Насколько отличными?
От двух до семи порядков.
– Саша, тут что-то есть… – тихо сказал я. – Это только изображение… корабль показывает точки на планете, где происходит усиленное поглощение энергии. Причем в сотни и тысячи раз сильнее, чем возможно в природе…
Изображение наплыло – кажется, повинуясь моему полуосознанному желанию. Маша вскрикнула – видимо, ей показалось, что корабль стремительно падает.

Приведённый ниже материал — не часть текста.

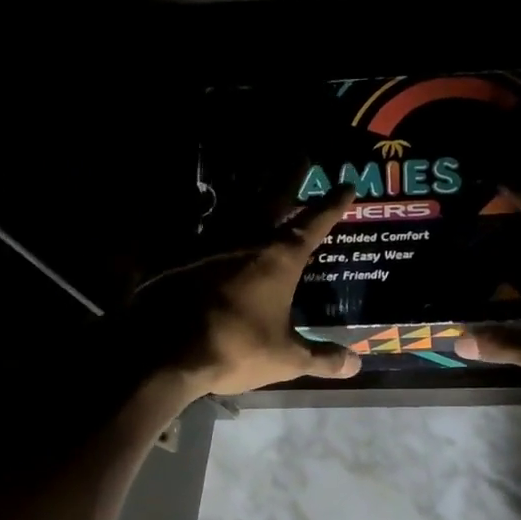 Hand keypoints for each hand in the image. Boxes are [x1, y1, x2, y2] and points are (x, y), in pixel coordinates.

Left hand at [125, 186, 362, 399]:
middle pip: (273, 198)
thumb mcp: (285, 359)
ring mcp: (209, 243)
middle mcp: (247, 239)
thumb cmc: (235, 347)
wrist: (164, 348)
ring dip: (250, 186)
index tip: (346, 186)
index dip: (333, 205)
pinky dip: (210, 215)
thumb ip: (321, 358)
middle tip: (301, 155)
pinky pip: (201, 225)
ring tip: (257, 171)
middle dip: (290, 178)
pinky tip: (209, 214)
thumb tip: (356, 365)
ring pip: (235, 205)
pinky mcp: (178, 254)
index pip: (314, 224)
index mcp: (279, 258) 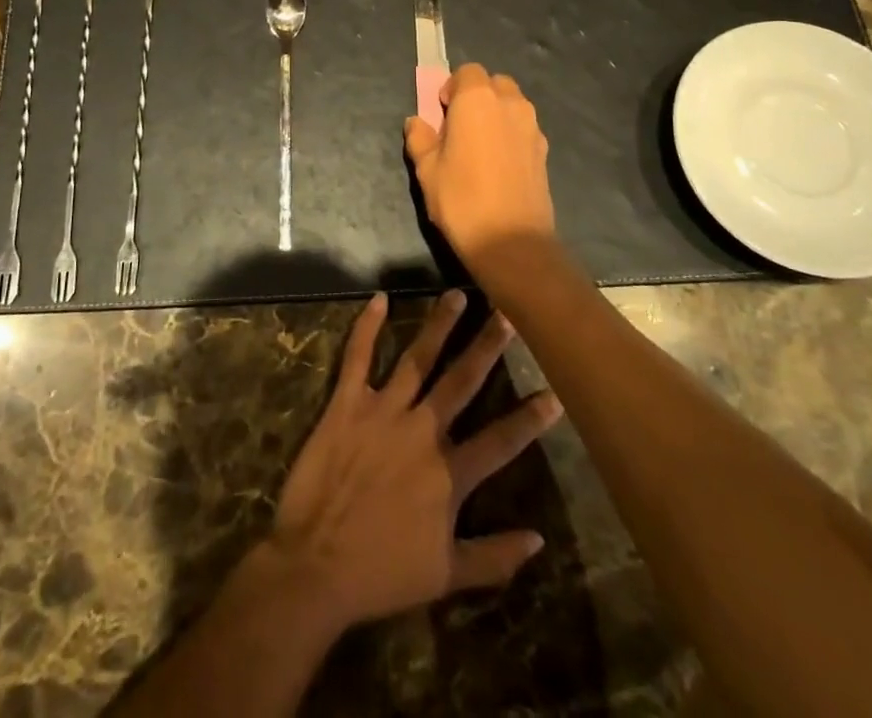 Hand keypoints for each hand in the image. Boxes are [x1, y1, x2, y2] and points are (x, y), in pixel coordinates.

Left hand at [263, 290, 561, 633]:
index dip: (529, 419)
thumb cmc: (381, 573)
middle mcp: (422, 431)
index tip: (554, 394)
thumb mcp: (446, 576)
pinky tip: (378, 299)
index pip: (500, 441)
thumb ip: (494, 557)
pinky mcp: (347, 402)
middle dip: (486, 347)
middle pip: (462, 381)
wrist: (316, 564)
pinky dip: (367, 326)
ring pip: (418, 359)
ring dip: (438, 325)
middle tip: (506, 315)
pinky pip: (358, 356)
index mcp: (449, 473)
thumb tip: (539, 540)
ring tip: (456, 295)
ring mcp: (383, 411)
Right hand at [404, 64, 556, 268]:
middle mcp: (510, 104)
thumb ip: (420, 139)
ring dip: (496, 114)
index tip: (443, 113)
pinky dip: (511, 134)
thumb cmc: (461, 199)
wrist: (512, 242)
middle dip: (477, 96)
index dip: (453, 88)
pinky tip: (499, 165)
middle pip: (494, 83)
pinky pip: (524, 128)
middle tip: (460, 127)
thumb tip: (416, 122)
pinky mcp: (545, 151)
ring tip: (480, 146)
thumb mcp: (427, 170)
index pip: (468, 72)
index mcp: (477, 99)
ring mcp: (532, 127)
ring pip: (513, 104) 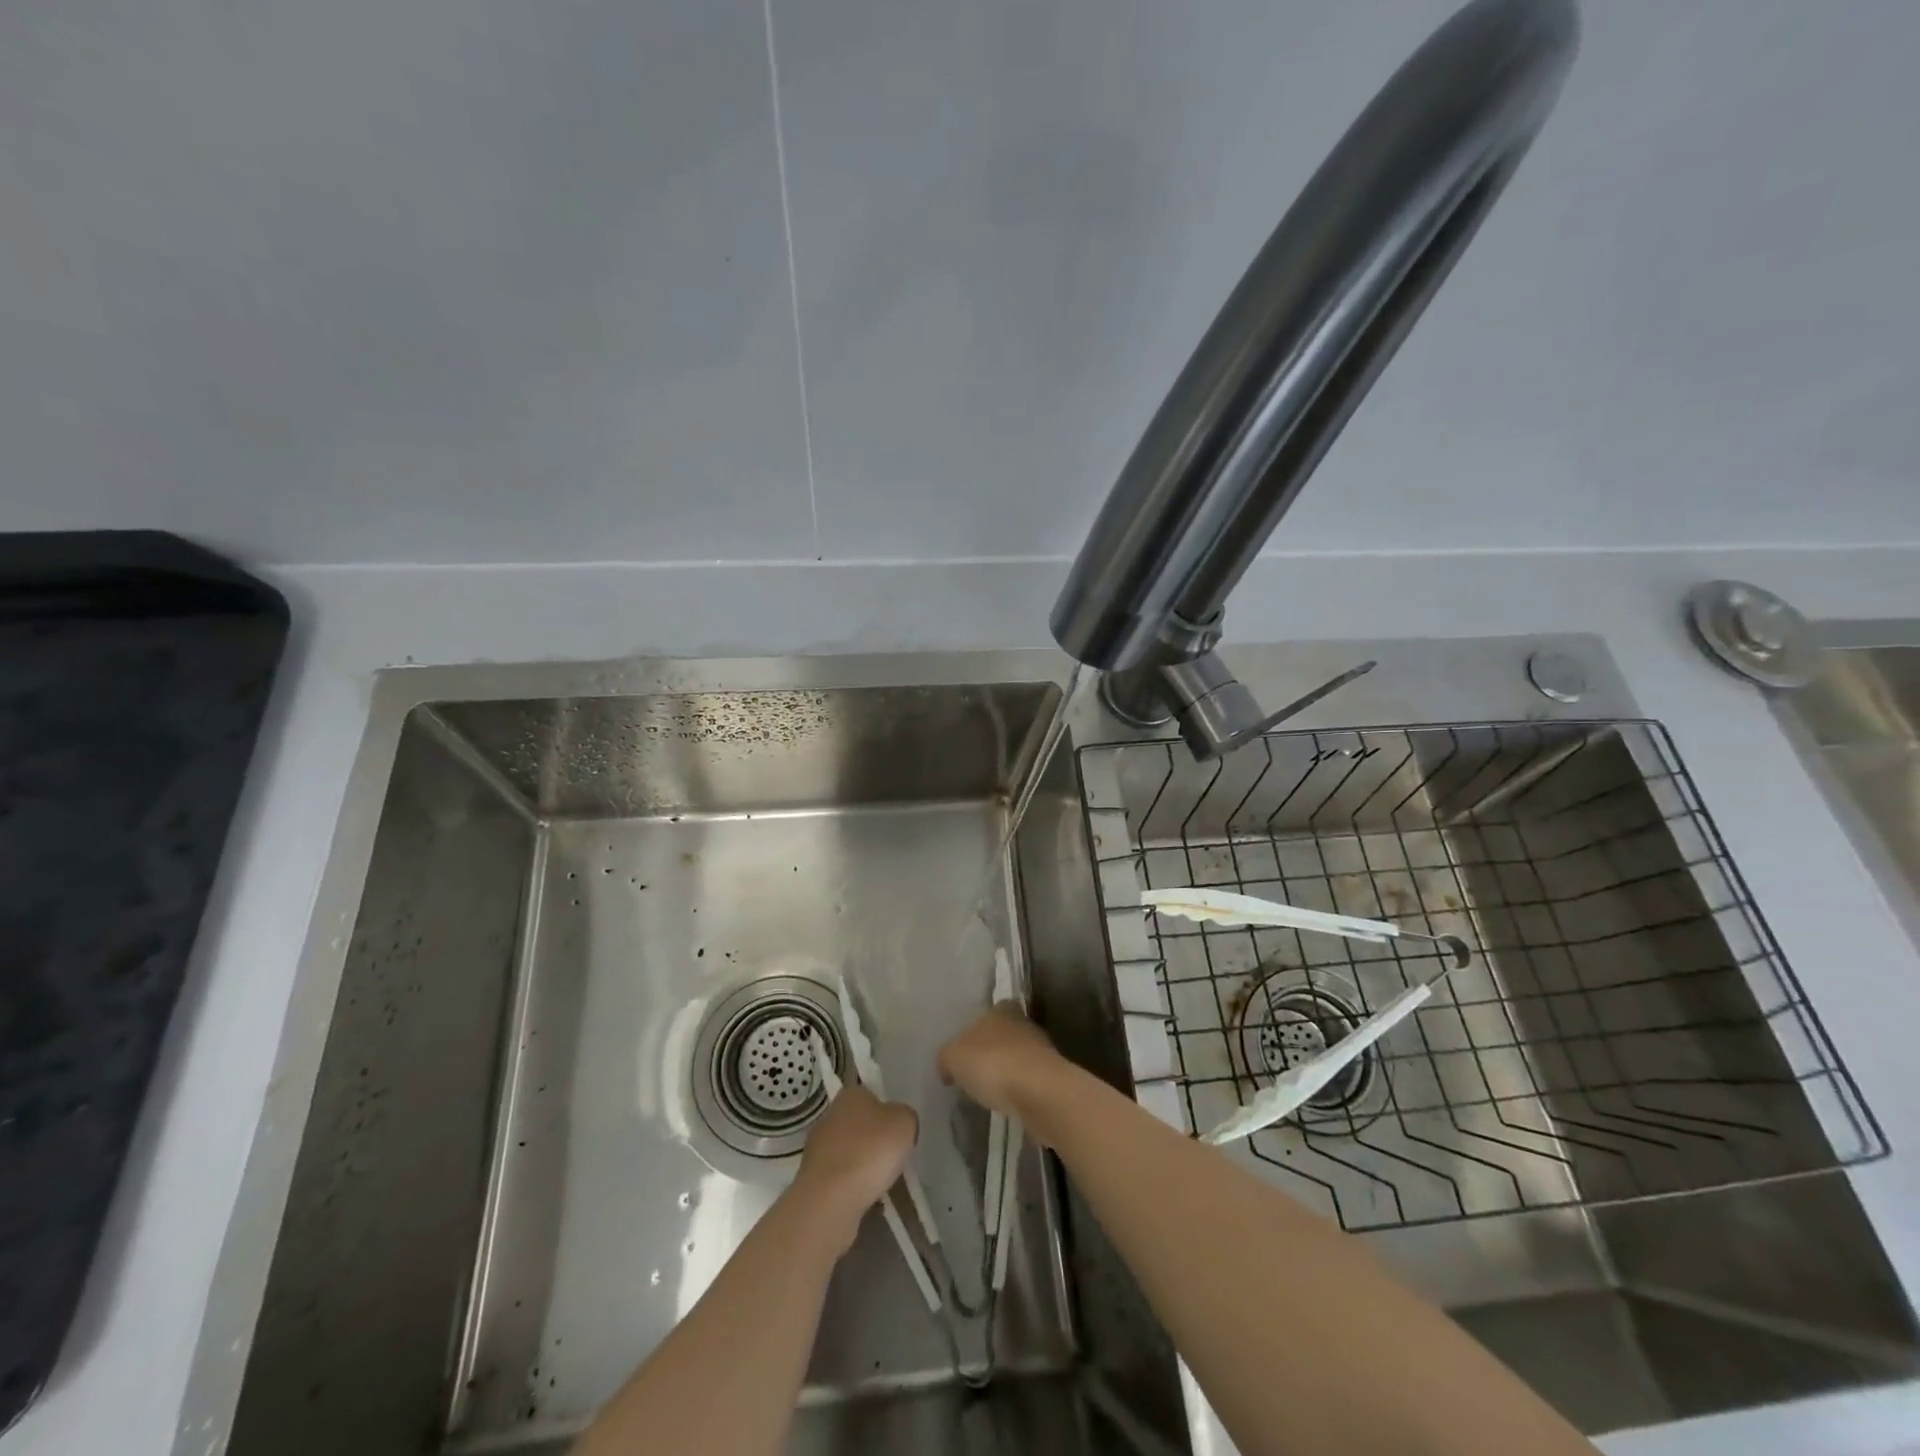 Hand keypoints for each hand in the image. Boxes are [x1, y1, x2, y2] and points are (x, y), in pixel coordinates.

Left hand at [792, 1083, 917, 1252]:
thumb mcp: (905, 1123)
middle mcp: (829, 1115)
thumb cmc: (870, 1151)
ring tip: (881, 1183)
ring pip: (848, 1152)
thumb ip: (905, 1116)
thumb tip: (898, 1122)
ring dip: (861, 1164)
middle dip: (873, 1139)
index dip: (887, 1112)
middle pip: (858, 1124)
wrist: (831, 1200)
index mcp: (850, 1094)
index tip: (897, 1132)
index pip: (871, 1095)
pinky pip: (840, 1178)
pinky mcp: (812, 1179)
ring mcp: (817, 1148)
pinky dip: (851, 1186)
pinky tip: (864, 1198)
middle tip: (892, 1157)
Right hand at [937, 1004, 1065, 1118]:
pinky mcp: (1052, 1078)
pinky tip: (1008, 1104)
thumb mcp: (953, 1057)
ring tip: (990, 1093)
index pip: (989, 1013)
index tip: (966, 1052)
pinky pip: (1028, 1081)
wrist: (1039, 1092)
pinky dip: (1019, 1091)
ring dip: (1007, 1072)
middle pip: (1004, 1035)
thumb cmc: (992, 1063)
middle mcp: (1024, 1023)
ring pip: (1018, 1058)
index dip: (976, 1031)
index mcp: (1001, 1009)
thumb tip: (948, 1066)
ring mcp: (1042, 1051)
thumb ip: (947, 1058)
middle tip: (975, 1074)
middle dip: (992, 1051) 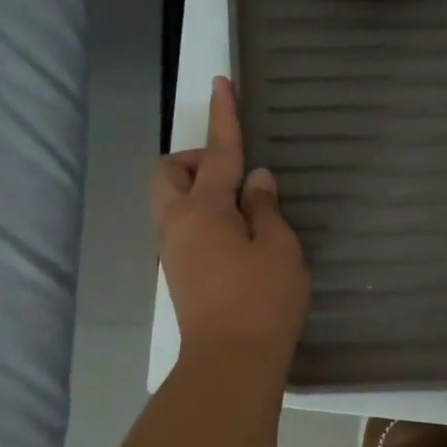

– Это просто увеличение, – успокоительно сказал я.
Насколько я теперь понимал, огоньки на темном диске были разбросаны абсолютно хаотично. Неудивительно, что стандартные определения цивилизации дали сбой. Геометры попали в свою любимую ловушку – ловушку порядка и стабильности.
Я быстро пересказал свою беседу с кораблем.
И тут в разговор ворвался дед. Уж не знаю, как они договаривались со счетчиком о том, кто будет сейчас общаться, – но напор у него был такой, словно ему вынули изо рта вставленный давным-давно кляп.
– Ерунда, Петя! Ерунда!
– Ты что, дед? – не отрывая взгляда от огоньков, спросил я.
– То, что ты подумал, – ерунда! Чушь! И не говори, что ты еще не составил своего мнения!
– Область хаоса… – с неожиданным пафосом произнес Данилов. Но в голосе его было слишком много иронии.
– Вот! – торжествующе откликнулся дед. – Слишком напрашивающаяся мысль! Для бульварной газеты! Для развлекательного чтива! Планета, на которую прорываются силы энтропии и хаоса, окружающие Вселенную!
– Вовсе я так не думал… – огрызнулся я. – Всерьез – не думал…
– И не думай. Это и есть признаки цивилизации. Другой вопрос – что они означают. Если бы эта планета кружилась вокруг звезды по орбите… ну, скажем, Меркурия, версия бы появилась.
– Отсос лишней энергии?
– Да. В данном случае тоже есть версия… вся планета – испытательный полигон для чего-то крайне мощного. В период испытаний данные структуры забирают выделяющуюся энергию. Кстати, сразу становится ясно, зачем Тени нужна планета вдали от звезд.
– Я бы не хотела высаживаться на таком полигоне, – мрачно сказала Маша.
– На поверхности планеты есть признаки разрушений? Оплавленные скалы, зоны радиации…
– Нет, – уточнив на всякий случай у корабля, ответил я.
– Тогда – это планета, на которой только ведется подготовка к грандиозным испытаниям! – твердо заявил дед.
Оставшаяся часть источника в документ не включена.